Typhoon, Kwak Kyung-taek, 2005
Un film de pirates qui se passe au 21ème siècle, c'est un peu le rêve de Joy Means Sick. Des forbans sans foi ni loi qui pillent les voiliers de milliardaires avant de se réfugier à Mogadiscio ou sur une île de la mer de Chine poursuivi par un hélico plein de ricains qui n'ose pas se poser de peur de se transformer en faucon noir... Il lit encore quelques phrases du synopsis puis s'interdit de continuer. Un film de pirates du 21ème siècle existe, c'est déjà ça. Pas la peine de savoir que le tout prend une ampleur politique, que le pirate en question est plutôt un terroriste et qu'il veut détruire les deux Corée et que l'on ne mettra jamais les pieds sur la côte somalienne ou dans le détroit de Malacca. Par contre, ça va être difficile de fermer les yeux sur cette esthétique aseptisée. Putain merde quoi, c'est des pirates quand même, y a pas grand chose de plus inspirant normalement.
M, Lee Myung-see, 2007
Hong Kyeong-pyo n'aurait beau avoir fait qu'un film dans sa carrière, si ce film avait été M, on lui aurait quand même consacré un article. Ca a l'air d'être le grand n'importe quoi, l'absence totale de retenue et de réflexion. La folie des grandeurs, ou l'excès de coke. On laisse la parole à Epikt qui, tout comme Pierre Ricadat, a gratifié le film du sévère 1/10 sur Senscritique :
« En théorie la photographie est sensée servir le film... bah là c'est l'inverse, le leitmotiv de M doit être "un plan = un effet visuel à la con", sans que cet effet ne serve jamais la moindre idée, le moindre propos ou la moindre démarche. Pourtant, pas forcément souvent mais de temps à autre, on se dit que tel effet pourrait donner quelque chose (et du coup mériterait d'être réutilisé) si seulement 1/ en bonne machinerie de cinoche expérimental pasteurisé chaque effet n'avait pas pour conséquence de totalement aseptiser l'image et 2/ le film n'avait pas été confié à un cinéaste à la botte de son chef opérateur mégalo, et surtout sans le moindre sens du cadre, du rythme, du son ou de la musique,... bref sans le moindre sens de la mise en scène et de l'image (ce qui est un comble). Et encore, je suis en général plutôt client des films de pubeux qui font des ronds de jambes, mais là c'est trop, je décroche. D'autant plus que toute cette belle mécanique est au service d'un scénario ridicule, aux ficelles douteuses, aux poncifs incessants, à la grandiloquence agaçante et aux personnages en toc. »
Le film en compressé 4/3 pour que ça pique encore un peu plus les yeux :
Une sorte de clip sur des images du film, qui donne déjà une bonne idée de l'ampleur du truc :
Love Exposure, Lee Eon-hie (et non Shion Sono), 2007
"These days, women want it all: good job, hot romance, and incredible sex." Le mâle coréen est une putain de victime, ou porte un marteau dans le holster.
Eye for an Eye, Kwak Kyung-taek & Ahn Kwon-tae
Hong Kyeong-pyo retrouve Kwak Kyung-taek, cette fois-ci épaulé de Ah Kwon-tae, pour un film d'action urbain avec des inspecteurs en costards taillés sur mesure. Je me suis toujours demandé si les chefs opérateurs coréens utilisaient si souvent les teintes froides (bleu, vert) pour atténuer le jaune des peaux...
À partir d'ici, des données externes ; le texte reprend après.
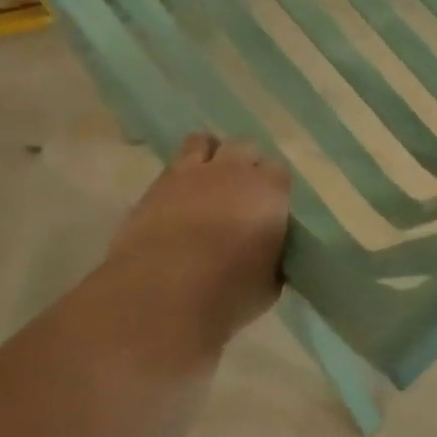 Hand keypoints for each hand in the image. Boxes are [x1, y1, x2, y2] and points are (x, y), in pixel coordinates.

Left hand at [107, 134, 290, 345]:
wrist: (163, 294)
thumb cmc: (229, 291)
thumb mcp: (269, 282)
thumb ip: (273, 257)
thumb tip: (268, 254)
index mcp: (270, 188)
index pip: (279, 172)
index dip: (273, 188)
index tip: (268, 208)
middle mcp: (235, 169)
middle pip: (245, 147)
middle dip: (244, 164)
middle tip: (239, 194)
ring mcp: (193, 172)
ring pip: (204, 142)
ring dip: (209, 156)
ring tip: (206, 182)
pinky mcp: (156, 185)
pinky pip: (172, 165)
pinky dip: (178, 176)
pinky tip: (177, 199) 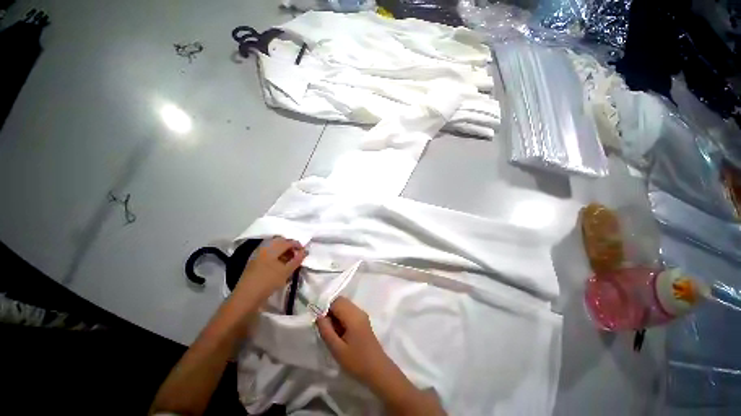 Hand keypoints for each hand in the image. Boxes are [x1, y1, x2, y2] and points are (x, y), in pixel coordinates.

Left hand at [235, 237, 305, 301]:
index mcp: (271, 248)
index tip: (304, 252)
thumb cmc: (268, 283)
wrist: (246, 297)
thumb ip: (296, 260)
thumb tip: (304, 252)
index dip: (297, 245)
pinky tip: (279, 264)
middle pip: (279, 241)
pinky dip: (276, 255)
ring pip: (273, 247)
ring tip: (289, 260)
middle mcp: (263, 248)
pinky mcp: (254, 262)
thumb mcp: (285, 272)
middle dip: (289, 246)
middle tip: (296, 254)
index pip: (287, 242)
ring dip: (283, 250)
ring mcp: (257, 255)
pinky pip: (268, 253)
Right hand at [316, 297, 396, 391]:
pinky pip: (349, 312)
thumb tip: (318, 316)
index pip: (336, 302)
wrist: (378, 370)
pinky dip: (342, 318)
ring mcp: (362, 314)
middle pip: (341, 301)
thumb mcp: (337, 349)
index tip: (321, 324)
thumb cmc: (357, 361)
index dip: (326, 309)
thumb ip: (326, 331)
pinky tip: (341, 333)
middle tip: (327, 329)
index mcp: (353, 316)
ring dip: (336, 315)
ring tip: (333, 333)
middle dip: (331, 311)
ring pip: (345, 306)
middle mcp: (359, 311)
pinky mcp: (363, 320) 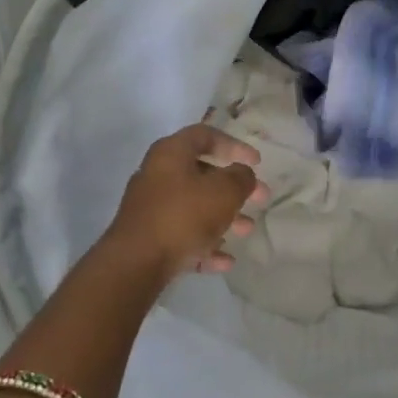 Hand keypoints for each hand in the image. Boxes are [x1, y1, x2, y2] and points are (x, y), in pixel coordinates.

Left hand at [106, 124, 266, 274]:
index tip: (257, 162)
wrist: (136, 262)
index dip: (234, 145)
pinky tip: (226, 261)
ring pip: (194, 207)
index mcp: (171, 153)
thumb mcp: (224, 192)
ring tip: (247, 231)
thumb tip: (243, 174)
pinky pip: (183, 235)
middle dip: (234, 188)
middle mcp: (157, 175)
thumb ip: (241, 178)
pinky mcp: (148, 237)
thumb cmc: (184, 216)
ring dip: (223, 217)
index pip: (205, 135)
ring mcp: (150, 208)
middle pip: (202, 174)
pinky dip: (205, 244)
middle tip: (260, 199) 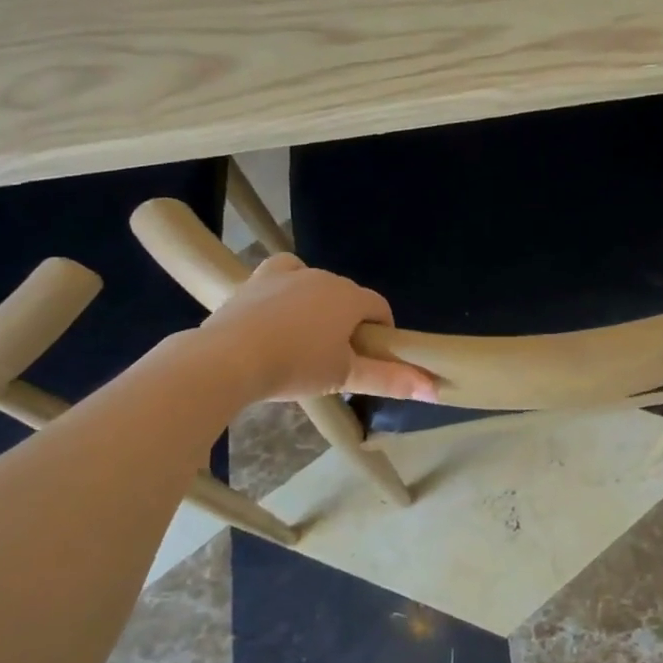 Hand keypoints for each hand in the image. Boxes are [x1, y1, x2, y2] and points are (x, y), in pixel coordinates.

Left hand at [199, 254, 435, 402]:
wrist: (229, 358)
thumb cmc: (295, 367)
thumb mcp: (346, 378)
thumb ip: (391, 380)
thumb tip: (434, 389)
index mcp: (350, 298)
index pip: (380, 308)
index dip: (382, 332)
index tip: (372, 359)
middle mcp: (324, 277)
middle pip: (349, 297)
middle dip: (350, 322)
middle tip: (337, 358)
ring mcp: (288, 274)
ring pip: (317, 285)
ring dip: (320, 307)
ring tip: (306, 340)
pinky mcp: (257, 278)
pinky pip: (284, 274)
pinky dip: (289, 287)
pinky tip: (281, 307)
Mother, Bong Joon-ho, 2009
Sa filmo commençait à perdre en prestige et Bong Joon-ho manquait à son tableau de chasse. Une façon de remettre les points sur i.

Haunters, Kim Min-suk (qui a co-écrit Le Bon, la Brute et le Cinglé), 2010
Le premier rôle de « bad guy » pour Kang Dong-won (qui partage l'affiche avec Song Kang-ho dans The Secret Reunion), le pitch est assez chelou : apparemment un affrontement entre un caissier et braqueur aux pouvoirs mentaux frustré que son talent ne marche pas sur le premier. En ce qui concerne l'image, des tons chauds pour un polar noir, c'est un truc qui reste à éprouver. En tout cas on a découvert ce site, qui non content de mettre des notes (sacrilège), applique la logique scolaire jusqu'au bout : pour Haunters, c'est B- ! http://thefilmstage.com/reviews/nyaff-review-haunters/

Always, Song Il-gon, 2011.
Présenté à Busan cette année, ça a tout l'air d'un mélo sentimental et on peut lire de ci de là que c'est plein de clichés. Song Il-gon, c'est le mec qui a réalisé entre autres Feather in the Wind et un court ou moyen métrage nommé The Magicians qui a fait du bruit à l'époque. Pour nous, honnêtement, c'est encore un territoire à explorer. Niveau lumière en tout cas, ça a l'air de correspondre à la demande et aux clichés du genre : douce et désaturée.